Looking for an explanation I found this very nice page about flags in regular expressions and the solution is highlighted there "By default . does not match line terminators.". So one needs to use some special pattern flags to achieve that newlines in the string are embedded and found by the regular expression. Here is the solution
string.replaceFirst("(?s).*<body>","")
(?s) makes dot match any character including line terminators.
Read the page above to find out more about the other flags (this is very likely also described in the Java documentation but I couldn't find it quickly and as easily described as on the page above).

Command line interface to Movable Type blog (Net::Blogger)

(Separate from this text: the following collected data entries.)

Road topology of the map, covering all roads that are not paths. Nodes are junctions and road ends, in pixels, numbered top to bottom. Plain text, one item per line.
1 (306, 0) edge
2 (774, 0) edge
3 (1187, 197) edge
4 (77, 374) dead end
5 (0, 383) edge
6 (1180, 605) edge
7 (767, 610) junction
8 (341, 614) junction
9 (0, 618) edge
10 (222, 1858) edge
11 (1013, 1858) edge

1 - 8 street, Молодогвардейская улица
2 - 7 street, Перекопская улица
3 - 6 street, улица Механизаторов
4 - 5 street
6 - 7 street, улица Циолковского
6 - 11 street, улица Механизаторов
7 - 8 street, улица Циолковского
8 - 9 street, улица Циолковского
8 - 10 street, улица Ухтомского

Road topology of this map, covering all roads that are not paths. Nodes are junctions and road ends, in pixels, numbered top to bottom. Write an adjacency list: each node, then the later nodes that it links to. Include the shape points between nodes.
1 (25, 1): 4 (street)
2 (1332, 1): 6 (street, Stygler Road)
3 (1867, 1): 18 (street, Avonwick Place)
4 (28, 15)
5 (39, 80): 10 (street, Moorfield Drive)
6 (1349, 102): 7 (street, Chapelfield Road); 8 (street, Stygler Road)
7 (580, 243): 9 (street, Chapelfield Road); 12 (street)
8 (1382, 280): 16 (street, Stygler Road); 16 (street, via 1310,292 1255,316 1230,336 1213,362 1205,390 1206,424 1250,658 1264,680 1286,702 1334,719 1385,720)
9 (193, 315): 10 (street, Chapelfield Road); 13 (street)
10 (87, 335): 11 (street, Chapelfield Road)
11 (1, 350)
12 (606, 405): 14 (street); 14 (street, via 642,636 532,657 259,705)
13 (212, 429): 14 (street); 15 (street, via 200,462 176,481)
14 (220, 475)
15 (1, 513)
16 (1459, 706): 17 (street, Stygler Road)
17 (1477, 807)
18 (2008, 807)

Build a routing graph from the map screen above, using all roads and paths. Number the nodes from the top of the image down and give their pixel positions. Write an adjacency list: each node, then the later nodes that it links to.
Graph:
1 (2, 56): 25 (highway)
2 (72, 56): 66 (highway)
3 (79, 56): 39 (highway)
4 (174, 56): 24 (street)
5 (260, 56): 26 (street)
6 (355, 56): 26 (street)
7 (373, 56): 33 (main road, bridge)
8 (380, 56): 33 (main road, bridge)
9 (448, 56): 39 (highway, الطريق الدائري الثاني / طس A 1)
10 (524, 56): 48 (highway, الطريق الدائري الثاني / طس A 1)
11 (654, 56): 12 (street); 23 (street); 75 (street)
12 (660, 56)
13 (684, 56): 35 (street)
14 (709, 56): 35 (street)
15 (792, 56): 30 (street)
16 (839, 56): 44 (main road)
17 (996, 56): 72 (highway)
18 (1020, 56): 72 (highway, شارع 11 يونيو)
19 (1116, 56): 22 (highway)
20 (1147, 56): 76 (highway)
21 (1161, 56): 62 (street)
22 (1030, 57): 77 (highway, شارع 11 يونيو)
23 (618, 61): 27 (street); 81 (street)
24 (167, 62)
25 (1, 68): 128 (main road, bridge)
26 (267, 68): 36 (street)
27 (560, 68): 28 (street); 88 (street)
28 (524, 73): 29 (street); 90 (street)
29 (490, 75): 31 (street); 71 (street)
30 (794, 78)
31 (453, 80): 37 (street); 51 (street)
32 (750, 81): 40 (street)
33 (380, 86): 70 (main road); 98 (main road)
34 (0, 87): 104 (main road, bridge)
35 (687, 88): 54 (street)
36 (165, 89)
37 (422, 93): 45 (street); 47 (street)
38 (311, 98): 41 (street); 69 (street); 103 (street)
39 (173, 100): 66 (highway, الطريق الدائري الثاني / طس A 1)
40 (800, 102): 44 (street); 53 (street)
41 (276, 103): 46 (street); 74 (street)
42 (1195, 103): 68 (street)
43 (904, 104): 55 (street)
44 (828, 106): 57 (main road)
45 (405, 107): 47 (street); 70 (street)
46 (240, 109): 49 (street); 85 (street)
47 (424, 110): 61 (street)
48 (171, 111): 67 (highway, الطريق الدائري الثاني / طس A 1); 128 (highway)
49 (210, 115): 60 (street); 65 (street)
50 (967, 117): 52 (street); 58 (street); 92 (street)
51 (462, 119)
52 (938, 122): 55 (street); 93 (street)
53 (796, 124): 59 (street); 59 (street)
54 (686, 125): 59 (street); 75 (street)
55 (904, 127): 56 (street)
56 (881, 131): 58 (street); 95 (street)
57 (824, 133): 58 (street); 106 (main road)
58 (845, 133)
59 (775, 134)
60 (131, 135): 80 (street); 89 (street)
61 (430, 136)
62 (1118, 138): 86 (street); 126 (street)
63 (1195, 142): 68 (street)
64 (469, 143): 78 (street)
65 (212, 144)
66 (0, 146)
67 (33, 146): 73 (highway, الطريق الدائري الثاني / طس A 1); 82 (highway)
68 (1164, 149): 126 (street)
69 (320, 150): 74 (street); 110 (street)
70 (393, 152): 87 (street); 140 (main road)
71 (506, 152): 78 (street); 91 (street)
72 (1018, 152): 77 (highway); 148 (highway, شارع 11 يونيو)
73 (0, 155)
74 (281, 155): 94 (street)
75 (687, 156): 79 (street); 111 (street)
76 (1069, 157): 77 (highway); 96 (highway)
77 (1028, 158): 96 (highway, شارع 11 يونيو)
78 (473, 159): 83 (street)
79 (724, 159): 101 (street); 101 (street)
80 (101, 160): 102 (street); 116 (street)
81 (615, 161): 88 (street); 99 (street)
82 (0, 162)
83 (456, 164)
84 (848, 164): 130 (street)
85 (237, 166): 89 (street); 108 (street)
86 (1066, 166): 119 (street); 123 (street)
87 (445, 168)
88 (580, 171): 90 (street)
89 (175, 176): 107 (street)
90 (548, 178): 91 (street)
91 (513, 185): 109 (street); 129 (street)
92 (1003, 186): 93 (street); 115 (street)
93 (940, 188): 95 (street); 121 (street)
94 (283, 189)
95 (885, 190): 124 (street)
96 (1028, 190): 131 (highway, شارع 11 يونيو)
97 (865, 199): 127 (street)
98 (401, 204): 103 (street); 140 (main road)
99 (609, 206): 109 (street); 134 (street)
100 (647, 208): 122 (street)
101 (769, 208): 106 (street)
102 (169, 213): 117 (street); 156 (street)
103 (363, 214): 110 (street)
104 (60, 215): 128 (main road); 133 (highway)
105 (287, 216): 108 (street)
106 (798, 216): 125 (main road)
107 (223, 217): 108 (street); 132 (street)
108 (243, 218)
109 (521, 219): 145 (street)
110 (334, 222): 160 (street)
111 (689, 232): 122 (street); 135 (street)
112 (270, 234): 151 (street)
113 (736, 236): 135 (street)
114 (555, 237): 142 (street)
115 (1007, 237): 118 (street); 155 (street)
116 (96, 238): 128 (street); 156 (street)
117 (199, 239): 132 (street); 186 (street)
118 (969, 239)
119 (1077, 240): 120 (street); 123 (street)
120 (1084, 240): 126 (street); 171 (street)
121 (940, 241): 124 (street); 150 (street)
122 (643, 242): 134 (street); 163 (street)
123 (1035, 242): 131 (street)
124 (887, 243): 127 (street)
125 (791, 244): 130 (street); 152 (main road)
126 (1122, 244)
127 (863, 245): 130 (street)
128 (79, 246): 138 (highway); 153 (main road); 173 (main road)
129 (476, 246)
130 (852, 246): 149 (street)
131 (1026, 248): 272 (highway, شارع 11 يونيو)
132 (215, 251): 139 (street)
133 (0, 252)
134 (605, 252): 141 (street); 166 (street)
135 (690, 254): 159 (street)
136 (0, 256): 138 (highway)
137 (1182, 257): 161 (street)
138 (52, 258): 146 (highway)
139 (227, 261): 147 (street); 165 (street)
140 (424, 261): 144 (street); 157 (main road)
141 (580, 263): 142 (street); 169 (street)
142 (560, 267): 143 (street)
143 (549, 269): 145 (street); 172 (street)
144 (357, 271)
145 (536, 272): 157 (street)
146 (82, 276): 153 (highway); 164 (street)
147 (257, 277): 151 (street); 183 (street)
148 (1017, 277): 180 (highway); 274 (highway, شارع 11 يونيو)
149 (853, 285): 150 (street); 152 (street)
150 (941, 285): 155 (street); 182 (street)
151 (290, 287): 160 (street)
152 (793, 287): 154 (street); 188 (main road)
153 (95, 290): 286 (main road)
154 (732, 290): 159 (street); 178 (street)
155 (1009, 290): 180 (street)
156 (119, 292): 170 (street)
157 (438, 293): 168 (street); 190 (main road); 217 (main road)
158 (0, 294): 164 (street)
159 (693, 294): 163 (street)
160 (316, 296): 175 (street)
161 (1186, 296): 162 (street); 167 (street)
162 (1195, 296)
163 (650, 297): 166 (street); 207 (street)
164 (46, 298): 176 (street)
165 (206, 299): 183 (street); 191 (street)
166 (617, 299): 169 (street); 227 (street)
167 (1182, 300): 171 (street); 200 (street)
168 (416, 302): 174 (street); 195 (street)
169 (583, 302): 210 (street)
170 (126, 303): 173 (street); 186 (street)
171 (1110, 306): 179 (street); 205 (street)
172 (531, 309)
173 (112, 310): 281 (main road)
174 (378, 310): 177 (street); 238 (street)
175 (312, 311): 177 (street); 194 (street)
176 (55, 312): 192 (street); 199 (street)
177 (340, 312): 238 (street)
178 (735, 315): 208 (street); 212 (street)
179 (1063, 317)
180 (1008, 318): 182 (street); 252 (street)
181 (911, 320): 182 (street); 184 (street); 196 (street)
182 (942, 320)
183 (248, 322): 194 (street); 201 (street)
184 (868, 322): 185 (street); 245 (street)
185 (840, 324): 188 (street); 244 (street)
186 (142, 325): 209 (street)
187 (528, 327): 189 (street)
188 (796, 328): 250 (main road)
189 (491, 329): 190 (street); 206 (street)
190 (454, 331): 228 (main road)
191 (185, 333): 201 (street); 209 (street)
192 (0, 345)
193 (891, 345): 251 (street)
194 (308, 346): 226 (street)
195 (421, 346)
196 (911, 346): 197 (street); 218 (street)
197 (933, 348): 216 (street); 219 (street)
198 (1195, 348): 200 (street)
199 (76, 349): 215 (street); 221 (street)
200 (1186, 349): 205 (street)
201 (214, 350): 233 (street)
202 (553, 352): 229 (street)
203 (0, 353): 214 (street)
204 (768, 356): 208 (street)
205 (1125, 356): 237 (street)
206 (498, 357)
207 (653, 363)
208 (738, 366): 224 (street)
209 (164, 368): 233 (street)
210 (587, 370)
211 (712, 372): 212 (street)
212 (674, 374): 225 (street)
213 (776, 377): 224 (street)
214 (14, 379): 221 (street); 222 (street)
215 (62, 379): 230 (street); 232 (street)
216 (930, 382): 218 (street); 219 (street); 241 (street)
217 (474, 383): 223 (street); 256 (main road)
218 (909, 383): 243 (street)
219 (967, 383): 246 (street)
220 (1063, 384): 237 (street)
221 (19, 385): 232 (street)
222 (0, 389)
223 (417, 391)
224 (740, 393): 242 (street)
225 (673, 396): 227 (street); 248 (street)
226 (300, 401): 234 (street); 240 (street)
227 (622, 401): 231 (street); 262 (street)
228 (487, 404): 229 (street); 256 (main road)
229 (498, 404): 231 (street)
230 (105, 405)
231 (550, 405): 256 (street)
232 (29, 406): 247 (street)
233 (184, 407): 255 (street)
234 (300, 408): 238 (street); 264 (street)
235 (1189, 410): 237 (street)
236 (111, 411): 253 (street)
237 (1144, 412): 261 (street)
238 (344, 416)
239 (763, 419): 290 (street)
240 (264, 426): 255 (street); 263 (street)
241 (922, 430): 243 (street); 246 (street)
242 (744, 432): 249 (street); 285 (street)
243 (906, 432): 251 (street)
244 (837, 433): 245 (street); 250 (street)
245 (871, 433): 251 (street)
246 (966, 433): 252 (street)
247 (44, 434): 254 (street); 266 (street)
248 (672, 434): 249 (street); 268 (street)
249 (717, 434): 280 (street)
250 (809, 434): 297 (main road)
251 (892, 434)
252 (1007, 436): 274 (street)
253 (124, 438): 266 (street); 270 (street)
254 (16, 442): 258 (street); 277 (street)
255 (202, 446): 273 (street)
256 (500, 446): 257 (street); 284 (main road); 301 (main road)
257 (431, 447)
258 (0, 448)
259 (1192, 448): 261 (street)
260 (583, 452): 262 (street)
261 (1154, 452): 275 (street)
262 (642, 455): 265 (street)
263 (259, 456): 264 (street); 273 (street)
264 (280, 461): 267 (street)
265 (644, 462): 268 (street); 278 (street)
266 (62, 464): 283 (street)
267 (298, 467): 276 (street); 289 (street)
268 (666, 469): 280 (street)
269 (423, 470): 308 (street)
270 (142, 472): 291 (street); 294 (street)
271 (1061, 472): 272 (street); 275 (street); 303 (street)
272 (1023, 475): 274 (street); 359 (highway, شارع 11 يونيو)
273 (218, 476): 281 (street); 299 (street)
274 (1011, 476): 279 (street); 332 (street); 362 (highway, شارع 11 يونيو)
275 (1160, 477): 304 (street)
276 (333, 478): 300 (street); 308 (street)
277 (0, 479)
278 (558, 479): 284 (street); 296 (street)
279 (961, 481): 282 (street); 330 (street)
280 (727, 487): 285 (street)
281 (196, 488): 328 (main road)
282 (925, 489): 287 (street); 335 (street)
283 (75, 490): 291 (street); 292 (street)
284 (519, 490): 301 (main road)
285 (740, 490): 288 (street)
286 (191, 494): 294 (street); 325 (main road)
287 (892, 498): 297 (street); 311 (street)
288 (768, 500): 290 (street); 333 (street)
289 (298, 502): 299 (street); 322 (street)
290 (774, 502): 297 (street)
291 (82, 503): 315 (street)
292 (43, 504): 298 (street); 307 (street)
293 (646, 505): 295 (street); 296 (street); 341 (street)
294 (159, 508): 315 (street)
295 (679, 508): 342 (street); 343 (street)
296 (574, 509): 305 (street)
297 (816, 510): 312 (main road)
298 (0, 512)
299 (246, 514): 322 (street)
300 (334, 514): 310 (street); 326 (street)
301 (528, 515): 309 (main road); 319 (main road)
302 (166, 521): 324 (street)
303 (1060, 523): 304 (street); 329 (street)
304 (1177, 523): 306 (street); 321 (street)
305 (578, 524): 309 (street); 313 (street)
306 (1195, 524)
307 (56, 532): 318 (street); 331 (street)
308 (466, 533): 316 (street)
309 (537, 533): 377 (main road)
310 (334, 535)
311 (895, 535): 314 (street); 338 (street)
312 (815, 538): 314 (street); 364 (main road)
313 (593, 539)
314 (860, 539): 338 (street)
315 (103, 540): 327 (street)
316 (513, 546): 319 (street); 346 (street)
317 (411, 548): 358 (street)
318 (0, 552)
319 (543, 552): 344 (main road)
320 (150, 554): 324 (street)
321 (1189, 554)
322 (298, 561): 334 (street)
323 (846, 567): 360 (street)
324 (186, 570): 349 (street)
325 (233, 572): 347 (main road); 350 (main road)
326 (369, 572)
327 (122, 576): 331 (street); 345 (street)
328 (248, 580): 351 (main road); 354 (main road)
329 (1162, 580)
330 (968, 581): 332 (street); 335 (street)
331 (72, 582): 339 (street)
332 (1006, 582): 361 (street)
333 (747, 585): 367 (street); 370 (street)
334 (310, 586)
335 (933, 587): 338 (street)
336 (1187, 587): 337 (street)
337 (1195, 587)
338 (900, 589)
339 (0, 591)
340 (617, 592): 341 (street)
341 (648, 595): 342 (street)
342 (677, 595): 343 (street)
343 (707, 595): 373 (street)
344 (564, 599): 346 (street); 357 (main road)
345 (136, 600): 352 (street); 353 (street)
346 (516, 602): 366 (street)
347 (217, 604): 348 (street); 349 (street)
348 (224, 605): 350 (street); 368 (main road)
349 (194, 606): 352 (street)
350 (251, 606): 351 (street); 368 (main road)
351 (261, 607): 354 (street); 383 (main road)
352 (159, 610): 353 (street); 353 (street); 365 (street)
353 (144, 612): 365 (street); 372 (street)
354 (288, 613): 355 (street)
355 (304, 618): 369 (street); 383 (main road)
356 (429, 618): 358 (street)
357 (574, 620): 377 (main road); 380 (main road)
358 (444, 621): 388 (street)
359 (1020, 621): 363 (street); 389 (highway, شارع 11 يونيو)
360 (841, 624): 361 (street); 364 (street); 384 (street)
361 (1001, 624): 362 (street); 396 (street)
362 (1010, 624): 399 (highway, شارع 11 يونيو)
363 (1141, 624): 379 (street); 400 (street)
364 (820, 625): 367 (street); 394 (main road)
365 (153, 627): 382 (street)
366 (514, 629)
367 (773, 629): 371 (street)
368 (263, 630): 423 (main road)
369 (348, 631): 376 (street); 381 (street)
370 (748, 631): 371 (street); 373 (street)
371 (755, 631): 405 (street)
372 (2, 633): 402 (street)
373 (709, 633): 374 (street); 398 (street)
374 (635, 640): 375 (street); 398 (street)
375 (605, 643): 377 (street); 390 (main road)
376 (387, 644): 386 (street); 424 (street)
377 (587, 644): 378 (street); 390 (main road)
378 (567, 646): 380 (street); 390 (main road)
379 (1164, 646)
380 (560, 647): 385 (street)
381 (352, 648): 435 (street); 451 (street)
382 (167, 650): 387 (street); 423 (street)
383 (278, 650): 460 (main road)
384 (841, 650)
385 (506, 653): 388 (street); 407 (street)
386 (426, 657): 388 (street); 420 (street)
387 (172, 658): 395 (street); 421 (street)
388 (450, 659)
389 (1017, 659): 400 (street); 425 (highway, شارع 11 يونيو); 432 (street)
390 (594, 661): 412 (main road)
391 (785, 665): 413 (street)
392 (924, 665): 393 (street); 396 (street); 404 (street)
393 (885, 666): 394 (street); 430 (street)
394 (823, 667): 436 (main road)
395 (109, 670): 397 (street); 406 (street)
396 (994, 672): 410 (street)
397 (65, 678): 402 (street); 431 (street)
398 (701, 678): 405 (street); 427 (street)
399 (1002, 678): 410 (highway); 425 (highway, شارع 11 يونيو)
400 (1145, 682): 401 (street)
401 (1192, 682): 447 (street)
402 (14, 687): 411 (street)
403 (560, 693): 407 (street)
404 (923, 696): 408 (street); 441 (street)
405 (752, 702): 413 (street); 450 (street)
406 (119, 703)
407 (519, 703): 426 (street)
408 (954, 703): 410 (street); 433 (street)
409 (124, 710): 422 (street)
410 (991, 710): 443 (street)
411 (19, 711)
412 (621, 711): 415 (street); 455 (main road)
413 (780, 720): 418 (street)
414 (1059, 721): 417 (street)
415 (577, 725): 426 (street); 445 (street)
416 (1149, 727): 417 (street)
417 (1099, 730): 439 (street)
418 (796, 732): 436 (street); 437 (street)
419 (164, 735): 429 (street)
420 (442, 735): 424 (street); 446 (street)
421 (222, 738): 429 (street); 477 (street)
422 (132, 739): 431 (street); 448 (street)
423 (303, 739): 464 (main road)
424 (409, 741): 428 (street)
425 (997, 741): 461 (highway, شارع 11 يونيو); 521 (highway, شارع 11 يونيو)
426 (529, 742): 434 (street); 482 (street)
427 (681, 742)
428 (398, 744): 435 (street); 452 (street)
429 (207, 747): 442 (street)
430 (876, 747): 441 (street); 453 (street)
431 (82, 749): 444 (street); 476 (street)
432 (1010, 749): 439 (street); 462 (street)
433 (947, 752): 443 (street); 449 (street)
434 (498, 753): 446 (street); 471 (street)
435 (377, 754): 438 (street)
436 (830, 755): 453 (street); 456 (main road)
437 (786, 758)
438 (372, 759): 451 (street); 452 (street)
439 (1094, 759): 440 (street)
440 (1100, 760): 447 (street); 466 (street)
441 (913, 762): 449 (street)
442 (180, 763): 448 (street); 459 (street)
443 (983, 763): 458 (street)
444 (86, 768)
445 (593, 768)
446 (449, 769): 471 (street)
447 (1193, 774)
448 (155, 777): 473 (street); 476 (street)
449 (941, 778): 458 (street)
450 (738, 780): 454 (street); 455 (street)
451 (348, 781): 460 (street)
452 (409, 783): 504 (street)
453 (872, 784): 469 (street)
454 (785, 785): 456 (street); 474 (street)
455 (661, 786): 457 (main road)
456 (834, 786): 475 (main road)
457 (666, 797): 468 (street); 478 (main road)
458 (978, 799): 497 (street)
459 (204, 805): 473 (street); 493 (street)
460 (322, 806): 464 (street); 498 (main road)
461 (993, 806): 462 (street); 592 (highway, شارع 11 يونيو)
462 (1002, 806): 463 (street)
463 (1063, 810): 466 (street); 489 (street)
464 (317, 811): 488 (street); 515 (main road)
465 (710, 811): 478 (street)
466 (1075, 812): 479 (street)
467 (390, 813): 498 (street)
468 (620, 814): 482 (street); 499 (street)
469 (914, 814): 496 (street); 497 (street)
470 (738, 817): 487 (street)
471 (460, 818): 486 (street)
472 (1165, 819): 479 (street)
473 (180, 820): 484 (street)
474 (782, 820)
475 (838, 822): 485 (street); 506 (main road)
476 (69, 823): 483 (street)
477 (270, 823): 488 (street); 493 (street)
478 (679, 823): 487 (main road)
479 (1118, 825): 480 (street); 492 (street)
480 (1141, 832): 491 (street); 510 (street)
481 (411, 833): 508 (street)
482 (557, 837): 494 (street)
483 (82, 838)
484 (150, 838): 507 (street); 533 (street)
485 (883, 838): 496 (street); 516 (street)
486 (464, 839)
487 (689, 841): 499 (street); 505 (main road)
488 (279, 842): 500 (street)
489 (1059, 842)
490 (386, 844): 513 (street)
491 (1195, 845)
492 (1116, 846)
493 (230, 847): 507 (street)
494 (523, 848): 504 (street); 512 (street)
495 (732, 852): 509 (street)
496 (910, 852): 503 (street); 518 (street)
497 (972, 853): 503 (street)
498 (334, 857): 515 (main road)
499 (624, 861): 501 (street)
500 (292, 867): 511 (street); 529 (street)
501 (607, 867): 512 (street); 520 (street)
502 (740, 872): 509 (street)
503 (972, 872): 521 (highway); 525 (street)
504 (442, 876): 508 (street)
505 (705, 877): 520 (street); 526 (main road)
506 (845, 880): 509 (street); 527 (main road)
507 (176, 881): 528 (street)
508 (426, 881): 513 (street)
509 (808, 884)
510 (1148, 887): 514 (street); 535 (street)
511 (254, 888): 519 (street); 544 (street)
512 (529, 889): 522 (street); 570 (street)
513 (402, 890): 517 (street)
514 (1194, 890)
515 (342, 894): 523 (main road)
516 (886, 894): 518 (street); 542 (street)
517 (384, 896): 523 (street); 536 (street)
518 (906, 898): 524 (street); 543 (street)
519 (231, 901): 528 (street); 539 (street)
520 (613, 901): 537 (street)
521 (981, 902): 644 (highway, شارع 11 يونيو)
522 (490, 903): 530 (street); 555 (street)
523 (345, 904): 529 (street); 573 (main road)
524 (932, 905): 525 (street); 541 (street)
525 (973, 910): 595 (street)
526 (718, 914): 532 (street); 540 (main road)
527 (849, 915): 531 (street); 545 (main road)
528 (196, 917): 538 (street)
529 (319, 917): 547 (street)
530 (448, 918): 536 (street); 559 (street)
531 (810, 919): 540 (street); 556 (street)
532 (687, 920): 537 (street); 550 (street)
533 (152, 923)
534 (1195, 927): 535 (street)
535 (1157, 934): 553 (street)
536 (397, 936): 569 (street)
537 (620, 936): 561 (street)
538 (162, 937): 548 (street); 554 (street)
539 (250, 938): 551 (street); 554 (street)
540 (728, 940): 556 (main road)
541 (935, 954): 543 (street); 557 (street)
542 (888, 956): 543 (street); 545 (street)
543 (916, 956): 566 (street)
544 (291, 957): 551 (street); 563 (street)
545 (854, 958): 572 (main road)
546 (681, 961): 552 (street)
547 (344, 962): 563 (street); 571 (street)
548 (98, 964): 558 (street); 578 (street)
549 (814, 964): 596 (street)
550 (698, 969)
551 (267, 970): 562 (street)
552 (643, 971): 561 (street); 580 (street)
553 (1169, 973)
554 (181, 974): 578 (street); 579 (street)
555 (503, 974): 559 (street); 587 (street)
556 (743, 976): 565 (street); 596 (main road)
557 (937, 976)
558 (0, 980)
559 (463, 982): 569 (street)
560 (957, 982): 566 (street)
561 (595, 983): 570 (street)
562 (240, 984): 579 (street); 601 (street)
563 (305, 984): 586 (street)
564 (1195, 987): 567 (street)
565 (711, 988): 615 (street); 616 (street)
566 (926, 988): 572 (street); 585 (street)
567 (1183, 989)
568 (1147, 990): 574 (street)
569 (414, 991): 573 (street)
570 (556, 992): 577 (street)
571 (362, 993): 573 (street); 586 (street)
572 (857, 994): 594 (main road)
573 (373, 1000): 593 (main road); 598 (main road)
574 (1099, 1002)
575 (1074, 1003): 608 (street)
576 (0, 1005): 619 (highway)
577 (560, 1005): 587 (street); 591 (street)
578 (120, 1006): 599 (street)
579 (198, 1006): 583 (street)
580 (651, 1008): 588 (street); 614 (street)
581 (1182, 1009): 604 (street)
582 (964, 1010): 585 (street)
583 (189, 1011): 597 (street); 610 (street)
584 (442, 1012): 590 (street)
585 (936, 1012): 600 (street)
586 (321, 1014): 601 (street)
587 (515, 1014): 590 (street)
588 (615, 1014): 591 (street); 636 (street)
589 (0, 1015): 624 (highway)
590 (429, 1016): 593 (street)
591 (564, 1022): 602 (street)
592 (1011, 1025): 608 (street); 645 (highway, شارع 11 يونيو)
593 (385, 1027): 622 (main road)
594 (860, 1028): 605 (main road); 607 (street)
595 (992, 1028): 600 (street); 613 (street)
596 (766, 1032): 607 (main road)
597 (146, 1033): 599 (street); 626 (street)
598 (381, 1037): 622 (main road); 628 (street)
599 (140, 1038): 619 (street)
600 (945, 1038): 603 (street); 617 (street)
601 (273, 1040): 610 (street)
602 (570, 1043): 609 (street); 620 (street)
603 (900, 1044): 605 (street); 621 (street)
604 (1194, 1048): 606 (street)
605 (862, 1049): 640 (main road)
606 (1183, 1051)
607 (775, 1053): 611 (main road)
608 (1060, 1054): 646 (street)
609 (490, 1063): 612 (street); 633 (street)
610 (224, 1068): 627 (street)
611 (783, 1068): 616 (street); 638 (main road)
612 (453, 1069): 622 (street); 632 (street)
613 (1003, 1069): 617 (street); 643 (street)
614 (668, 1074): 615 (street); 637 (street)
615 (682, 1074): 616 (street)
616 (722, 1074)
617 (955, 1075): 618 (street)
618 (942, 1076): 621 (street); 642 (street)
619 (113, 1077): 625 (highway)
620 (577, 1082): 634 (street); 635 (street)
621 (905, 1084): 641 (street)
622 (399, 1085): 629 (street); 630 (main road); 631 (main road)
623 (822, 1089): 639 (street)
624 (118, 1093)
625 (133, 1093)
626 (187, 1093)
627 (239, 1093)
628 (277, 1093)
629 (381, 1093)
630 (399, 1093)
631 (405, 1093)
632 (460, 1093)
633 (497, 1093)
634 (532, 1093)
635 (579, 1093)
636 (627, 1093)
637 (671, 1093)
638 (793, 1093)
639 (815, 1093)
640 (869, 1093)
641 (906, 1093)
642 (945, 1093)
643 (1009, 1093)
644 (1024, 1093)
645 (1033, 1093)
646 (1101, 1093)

After looking for quite some time and trying to understand the Movable Type API and very likely not understanding everything, maybe not even much (here is the route which got me nowhere: all XML-RPC links on Movable Type's API  redirect to Typepad's developer site. Nothing here did help, not the JSON stuff nor the scrpting libraries. Since I know Python and PHP only very little I focused on the Perl stuff, especially looking into Perl packages like JSON::RPC, RPC::JSON, RPC::XML etc.but couldn't get a grip how to get something in or out of the blog).
Finally I found an example on the internet which was using Net::Blogger with Movable Type's mt-xmlrpc.cgi so I went for Net::Blogger, an admittedly old (2006?) package relying on (what I found out during the installation) other old and partially deprecated packages like Error but in the end it worked.

Installation
Since all was done on my Ubuntu system I first needed to get my Perl installation there in shape. I hadn't done this for a while but it worked as memorized:
  • start cpan in a terminal window and follow the instructions
  • run install CPAN to get an up-to-date version
  • run install Net::Blogger and let CPAN also download and install the necessary dependent packages
This took a while and there were also some hickups (which I unfortunately forgot so I can't describe them here and tell people how to circumvent them, sorry) but finally the packages got installed and Net::Blogger is available for me.

Example program
Here is an example Perl script which creates a simple blog entry.
It accesses the mt-xmlrpc.cgi script as outlined in the code, you need your username, your blog id (it is listed e.g. in Tools->Import) and your web services password (you can find it in your profile), the assumption is of course that you own the blog or have at least write permissions. Blogging is again a two step process: first you create the blog and secondly you publish it.

use strict;

use Net::Blogger;

# Your blog provider's path to MT scripts
# (assuming a standard installation of MT)
my $url    = "http://blogs.zzz.com/cgi-bin/mt";
my $proxy  = $url . "/mt-xmlrpc.cgi";

# My credentials
my $user   = "xxx.yyy\@zzz.com";         # Your blog username
my $blogId = 20421;                    # The blog id of your blog

# Create blogger object
my $mt = Net::Blogger->new(engine=>"movabletype");
$mt->Proxy($proxy);

# ... and add my credentials
$mt->Username($user);
$mt->Password("xxxxxxxx");      # Enter your web services password here
$mt->BlogId($blogId);

# Create blog entry
my $entry = $mt->newPost(postbody=>\"<B>hello</B> world") 
   or die "[err] ", $mt->LastError( ), "\n";

# Publish blog entry
my $pub_entry = $mt->metaWeblog()->newPost(
   title=>"hello",
   description=>"world",
   publish=>1,
   );

This is nice for creating a blog entry from the command line, one could use a more polished version which e.g. would take the blog text from a file etc.
What is not clear to me yet: how to add tags to the blog and how to assign proper categories (not sure if this is possible via this interface).

And now?
But after having achieved all of this I want more: I would like to migrate a blog entry from somewhere else with not just the blog text but also attributes like original blog date, files or attachments (called assets in Movable Type speak) of the original blog, tags, categories, comments. This can be achieved via Movable Type's import (maybe not the assets piece, not sure) so I really need a command line import interface, not just a command line blog creation interface.